BlackRock raises $250 million for emerging markets climate fund
BlackRock (BLK) said Thursday it has secured more than $250 million in commitments from a consortium of global institutional investors, governments and philanthropies for the Climate Finance Partnership, to invest in climate infrastructure across emerging markets. The partnership will invest in renewable power generation, energy storage solutions, and electrified transportation services and other activities related to the transition to a low-carbon economy. Its goal is to raise at least $500 million, the company said. The consortium includes the governments of France, Germany, Japan, and other philanthropies and institutional investors.

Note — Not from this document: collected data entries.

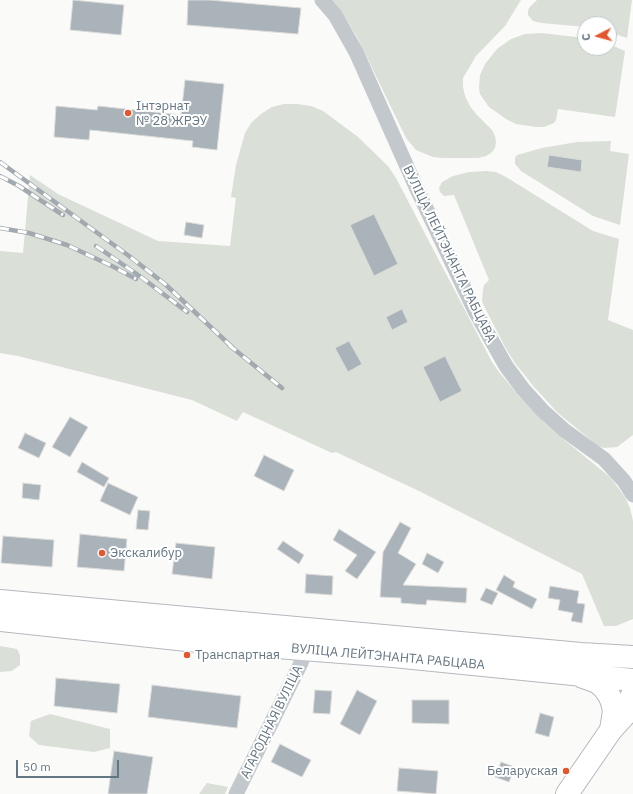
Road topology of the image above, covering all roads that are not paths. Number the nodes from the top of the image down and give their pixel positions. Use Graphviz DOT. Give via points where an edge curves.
graph roads {
  1 [pos="322,0"];
  2 [pos="633,495"];
  3 [pos="0,601"];
  4 [pos="0,620"];
  5 [pos="306,649"];
  6 [pos="633,657"];
  7 [pos="578,676"];
  8 [pos="633,680"];
  9 [pos="633,694"];
  10 [pos="633,706"];
  11 [pos="611,730"];
  12 [pos="236,794"];
  13 [pos="567,794"];
  1 -- 2 [label="street, ВУЛІЦА ЛЕЙТЭНАНТА РАБЦАВА" via="335,15 356,52 475,311 506,366 543,411 604,459"];
  3 -- 6 [label="main road, ВУЛІЦА ЛЕЙТЭНАНТА РАБЦАВА"];
  4 -- 5 [label="main road, ВУЛІЦА ЛЕЙТЭНАНТА РАБЦАВА" via="187,640"];
  5 -- 7 [label="main road, ВУЛІЦА ЛЕЙТЭНАНТА РАБЦАВА"];
  5 -- 12 [label="street, АГАРОДНАЯ ВУЛІЦА"];
  7 -- 8 [label="main road, ВУЛІЦА ЛЕЙТЭНАНТА РАБЦАВА"];
  7 -- 11 [label="main road" via="597,682 609,695 614,711"];
  9 -- 11 [label="main road"];
  10 -- 11 [label="main road"];
  11 -- 13 [label="main road"];
}
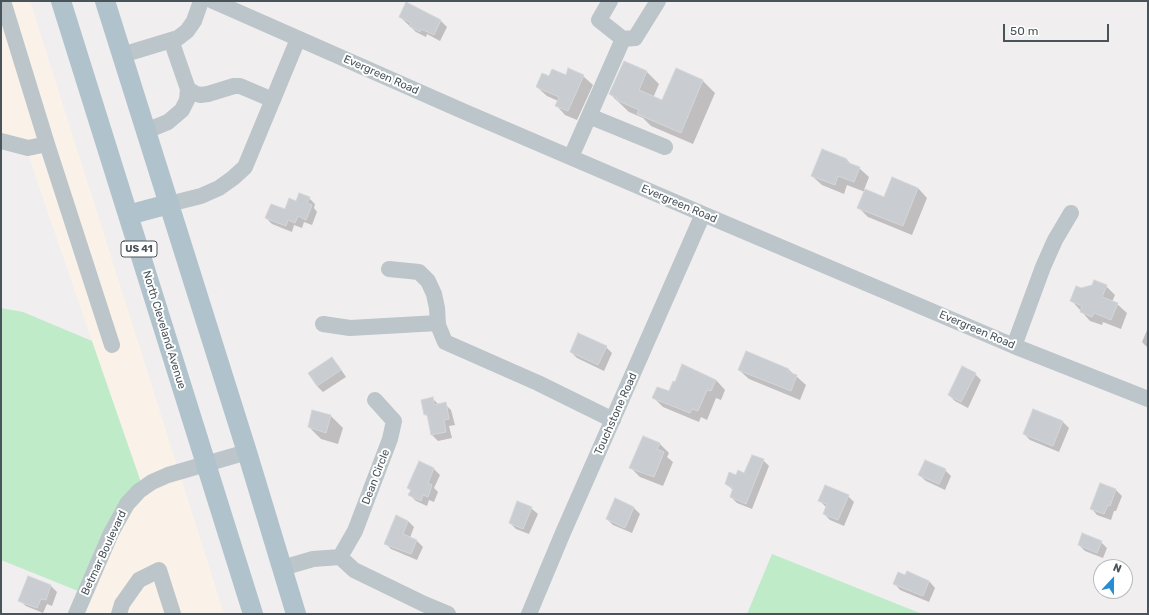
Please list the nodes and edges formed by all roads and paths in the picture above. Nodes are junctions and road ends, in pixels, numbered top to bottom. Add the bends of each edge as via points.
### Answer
1 (3, 1) edge
2 (61, 1) edge
3 (105, 1) edge
4 (201, 1) edge
5 (610, 1) edge
6 (658, 1) edge
7 (219, 2) edge
8 (298, 39) junction
9 (171, 40) junction
10 (623, 40) junction
11 (122, 55) junction
12 (188, 90) junction
13 (273, 100) junction
14 (589, 116) junction
15 (146, 131) junction
16 (1, 141) edge
17 (47, 144) junction
18 (665, 147) dead end
19 (571, 157) junction
20 (169, 204) junction
21 (1071, 213) dead end
22 (128, 214) junction
23 (703, 214) junction
24 (389, 270) dead end
25 (438, 323) junction
26 (323, 324) dead end
27 (112, 346) dead end
28 (1014, 346) junction
29 (1148, 399) edge
30 (375, 400) dead end
31 (613, 420) junction
32 (247, 452) junction
33 (206, 464) junction
34 (340, 557) junction
35 (282, 568) junction
36 (79, 613) edge
37 (119, 614) edge
38 (173, 614) edge
39 (253, 614) edge
40 (296, 614) edge
41 (448, 614) edge
42 (529, 614) edge

1 - 17 street
2 - 22 main road, North Cleveland Avenue / US 41
3 - 11 main road
4 - 9 street via 194,21 187,31
5 - 10 street via 599,20
6 - 10 street via 635,38
7 - 8 street, Evergreen Road
8 - 13 street
8 - 19 street, Evergreen Road
9 - 11 street
9 - 12 street
10 - 14 street
11 - 15 main road
12 - 13 street via 200,95 240,86
12 - 15 street via 182,110 168,122
13 - 20 street via 245,166 233,178 201,196
14 - 18 street
14 - 19 street
15 - 20 main road
16 - 17 street via 28,148
17 - 27 street
19 - 23 street, Evergreen Road
20 - 22 main road
20 - 32 main road
21 - 28 street via 1043,267
22 - 33 main road, North Cleveland Avenue / US 41
23 - 28 street, Evergreen Road
23 - 31 street, Touchstone Road
24 - 25 street via 419,272 428,281 434,294
25 - 26 street via 350,328
25 - 31 street via 445,342
28 - 29 street, Evergreen Road
30 - 34 street, Dean Circle via 394,421 390,439 355,531
31 - 42 street, Touchstone Road
32 - 33 street, Betmar Boulevard
32 - 35 main road
33 - 36 street, Betmar Boulevard via 152,482 127,504 111,533
33 - 39 main road, North Cleveland Avenue / US 41
34 - 35 street via 313,559
34 - 41 street via 354,570
35 - 40 main road
37 - 38 street via 122,604 139,580 159,570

Latest findings: New research, studies and projects
Expect widespread high-tide floods by the mid-2030s
In the mid-2030s, every U.S. coast will experience rapidly increasing high-tide floods, when a lunar cycle will amplify rising sea levels caused by climate change, according to a report from NASA’s Jet Propulsion Lab at the California Institute of Technology. According to the report, high-tide floods — also called nuisance floods or sunny day floods — are already a familiar problem in many cities on the U.S. Atlantic and Gulf coasts. The National Oceanic and Atmospheric Administration (NOAA) reported a total of more than 600 such floods in 2019. Starting in the mid-2030s, however, the alignment of rising sea levels with a lunar cycle will cause coastal cities all around the U.S. to begin a decade of dramatic increases in flood numbers, according to the first study that takes into account all known oceanic and astronomical causes for floods. Led by the members of the NASA Sea Level Change Science Team from the University of Hawaii, the new study shows that high tides will exceed known flooding thresholds around the country more often … possibly leaving leave city dwellers coping with floods every day or two.
More of the latest research:
ESG and Downside Risks: Implications for Pension Funds; Wharton Pension Research Council Working Paper No. 2021-10
Words to live by . . . .
“You will forgive me for not having a lot of patience when some of my colleagues in the Senate tell me that we can’t afford to act on climate change. Really? The question that we must be asking, as loudly as possible, is how we can afford not to act?” — Sen. Bernie Sanders.